Talvez você compartilhe comigo, gastronômico leitor, que o hábito de comer na rua de forma cotidiana faz com que tenhamos de mudar constantemente de restaurante.
Por mais que o tempero daquele PF da esquina seja fabuloso, que o ponto do frango frito do boteco ao lado do supermercado seja impossivelmente crocante, que a cebola do filé com fritas naquela galeria do centro seja de virar o zoinho, depois de uns dias a gente enjoa.
O que não acontece quando comemos no aconchego do lar.
Talvez seja saudosismo meu do luxo que era comer em casa todo dia, mas tenho essa impressão há tempos, confirmada pela felicidade que me assalta toda rara vez que divido o almoço com a família numa terça-feira qualquer.
Mesmo que o piloto de fogão não seja tão talentoso quanto um master chef da vida, para quem vive o batidão do fast food, do self service, da marmita e do PF, não há tempero melhor do que o caseiro.
E tenho para mim, sem influência de Sazón, que isso tem a ver com afeto.
Porque, normalmente, em casa cozinhamos para quem gostamos.
Eu cozinho.
Não sei cozinhar, mas cozinho.
Só de vez em quando, mas cozinho.
E mesmo que esteja cansado, impaciente, com sono ou de ressaca, tento dar, na preparação de um miojo ou de um prato metido a besta, o meu melhor – que, reconheço, não é lá grandes coisas.
Tendo a imaginar que o mesmo ocorra com as mães e pais e irmãos e irmãs e tias e avós que manobram trempes e fornos Brasilzão afora com destreza schumacheriana.
Arrancar um “hmm, delícia” de quem a gente ama é o banho de champanhe após a bandeirada final – e o dia a dia é sempre uma corrida.

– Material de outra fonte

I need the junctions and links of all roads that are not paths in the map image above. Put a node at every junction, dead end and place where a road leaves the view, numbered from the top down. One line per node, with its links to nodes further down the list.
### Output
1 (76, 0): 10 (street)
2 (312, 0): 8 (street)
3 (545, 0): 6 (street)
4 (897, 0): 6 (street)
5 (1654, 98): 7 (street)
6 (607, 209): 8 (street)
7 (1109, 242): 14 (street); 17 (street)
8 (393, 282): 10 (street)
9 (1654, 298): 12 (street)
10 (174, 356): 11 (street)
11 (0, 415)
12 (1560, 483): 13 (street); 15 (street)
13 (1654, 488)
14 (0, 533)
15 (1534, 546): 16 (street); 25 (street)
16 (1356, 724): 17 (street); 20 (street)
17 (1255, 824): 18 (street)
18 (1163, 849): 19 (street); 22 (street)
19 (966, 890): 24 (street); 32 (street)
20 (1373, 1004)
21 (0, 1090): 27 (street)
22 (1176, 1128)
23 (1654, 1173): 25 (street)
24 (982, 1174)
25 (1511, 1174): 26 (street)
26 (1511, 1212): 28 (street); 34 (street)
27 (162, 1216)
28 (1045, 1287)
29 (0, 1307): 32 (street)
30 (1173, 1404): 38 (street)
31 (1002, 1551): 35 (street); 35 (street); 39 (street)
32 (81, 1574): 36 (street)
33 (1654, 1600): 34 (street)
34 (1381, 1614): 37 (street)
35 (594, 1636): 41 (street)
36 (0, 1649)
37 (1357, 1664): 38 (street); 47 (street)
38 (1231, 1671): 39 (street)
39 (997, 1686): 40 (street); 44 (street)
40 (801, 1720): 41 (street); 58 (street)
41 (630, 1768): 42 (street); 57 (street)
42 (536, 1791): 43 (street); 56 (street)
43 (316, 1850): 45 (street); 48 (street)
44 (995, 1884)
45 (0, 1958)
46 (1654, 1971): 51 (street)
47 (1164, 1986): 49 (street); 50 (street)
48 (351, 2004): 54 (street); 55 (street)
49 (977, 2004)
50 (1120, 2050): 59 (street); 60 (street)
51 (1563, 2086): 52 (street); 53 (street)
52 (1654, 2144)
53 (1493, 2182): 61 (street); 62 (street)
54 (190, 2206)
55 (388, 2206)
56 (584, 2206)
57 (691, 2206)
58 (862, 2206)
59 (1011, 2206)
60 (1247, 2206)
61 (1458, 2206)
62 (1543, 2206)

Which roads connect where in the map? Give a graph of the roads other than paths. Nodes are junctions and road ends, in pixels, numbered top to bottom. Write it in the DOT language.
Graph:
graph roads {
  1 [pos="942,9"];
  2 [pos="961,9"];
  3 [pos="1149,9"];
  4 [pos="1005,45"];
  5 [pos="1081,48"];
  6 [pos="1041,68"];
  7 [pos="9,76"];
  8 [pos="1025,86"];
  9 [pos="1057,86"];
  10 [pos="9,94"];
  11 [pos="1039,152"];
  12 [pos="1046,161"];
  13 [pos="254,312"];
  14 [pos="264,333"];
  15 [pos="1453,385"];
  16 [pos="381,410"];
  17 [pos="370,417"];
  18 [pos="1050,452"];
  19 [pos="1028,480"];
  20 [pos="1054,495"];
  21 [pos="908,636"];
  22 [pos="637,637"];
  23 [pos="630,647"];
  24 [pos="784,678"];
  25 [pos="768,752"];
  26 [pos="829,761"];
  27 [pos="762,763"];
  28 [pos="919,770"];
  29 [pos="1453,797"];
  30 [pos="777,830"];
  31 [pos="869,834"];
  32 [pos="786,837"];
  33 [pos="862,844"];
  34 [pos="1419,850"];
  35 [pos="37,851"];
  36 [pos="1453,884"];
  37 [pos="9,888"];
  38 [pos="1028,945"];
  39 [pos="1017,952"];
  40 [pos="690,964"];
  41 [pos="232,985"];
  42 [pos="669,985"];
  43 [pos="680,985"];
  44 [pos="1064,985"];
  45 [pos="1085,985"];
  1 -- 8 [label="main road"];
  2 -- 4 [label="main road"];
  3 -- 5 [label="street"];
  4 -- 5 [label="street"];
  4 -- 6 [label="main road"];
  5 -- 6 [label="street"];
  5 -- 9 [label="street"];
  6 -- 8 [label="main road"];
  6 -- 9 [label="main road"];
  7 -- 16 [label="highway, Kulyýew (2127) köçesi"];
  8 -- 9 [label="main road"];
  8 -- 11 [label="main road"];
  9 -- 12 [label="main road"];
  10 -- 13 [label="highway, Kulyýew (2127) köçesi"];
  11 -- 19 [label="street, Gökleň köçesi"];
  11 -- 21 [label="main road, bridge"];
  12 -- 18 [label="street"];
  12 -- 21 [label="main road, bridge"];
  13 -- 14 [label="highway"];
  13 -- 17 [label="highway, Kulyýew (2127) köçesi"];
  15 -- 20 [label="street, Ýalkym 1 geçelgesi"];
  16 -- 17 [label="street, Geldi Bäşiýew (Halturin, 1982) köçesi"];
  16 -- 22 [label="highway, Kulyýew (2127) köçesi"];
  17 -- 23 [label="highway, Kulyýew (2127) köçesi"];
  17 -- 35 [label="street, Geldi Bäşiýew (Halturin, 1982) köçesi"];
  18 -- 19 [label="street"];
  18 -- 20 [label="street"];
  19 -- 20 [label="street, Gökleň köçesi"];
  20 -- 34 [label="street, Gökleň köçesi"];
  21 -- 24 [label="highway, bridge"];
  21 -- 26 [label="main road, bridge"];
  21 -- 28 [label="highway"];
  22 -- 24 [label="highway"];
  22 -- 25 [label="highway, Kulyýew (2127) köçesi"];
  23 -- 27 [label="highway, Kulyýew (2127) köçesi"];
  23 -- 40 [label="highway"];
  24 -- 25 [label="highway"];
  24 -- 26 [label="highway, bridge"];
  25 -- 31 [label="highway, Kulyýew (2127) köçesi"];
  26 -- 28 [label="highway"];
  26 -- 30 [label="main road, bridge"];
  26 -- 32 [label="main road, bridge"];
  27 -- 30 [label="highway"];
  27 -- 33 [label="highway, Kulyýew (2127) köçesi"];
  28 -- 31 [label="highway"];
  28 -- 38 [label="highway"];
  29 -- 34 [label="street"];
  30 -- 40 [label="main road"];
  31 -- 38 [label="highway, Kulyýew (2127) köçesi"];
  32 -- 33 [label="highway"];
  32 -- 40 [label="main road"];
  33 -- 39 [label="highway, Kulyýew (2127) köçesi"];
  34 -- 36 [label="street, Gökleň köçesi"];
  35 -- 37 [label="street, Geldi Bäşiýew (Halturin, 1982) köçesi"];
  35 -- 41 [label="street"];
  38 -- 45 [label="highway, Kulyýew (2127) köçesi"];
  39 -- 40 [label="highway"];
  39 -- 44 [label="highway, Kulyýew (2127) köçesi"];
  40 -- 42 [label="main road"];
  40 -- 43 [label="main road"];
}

O cozinheiro do PF não sabe para quem está cozinhando.
Geralmente sequer vê a cara de quem está servindo.
E por mais que seja inspirado e dedicado, robotizado pela rotina e pela pressão do comércio, uma hora entra no piloto automático.
Ao passo que em casa, mesmo com os atritos que são da natureza do convívio familiar, há um cuidado que é muito especial.
Pois não é com o patrão.
Não é um cuidado com o emprego.
Tampouco com a vigilância sanitária.
É com um outro ser humano que se quer sinceramente ver feliz.
E por mais que o arroz empape, que a carne fique dura e que o feijão salgue demais, há um tempero imaterial que a tudo impregna.
E aí, nutrido leitor, já não se trata só de comida.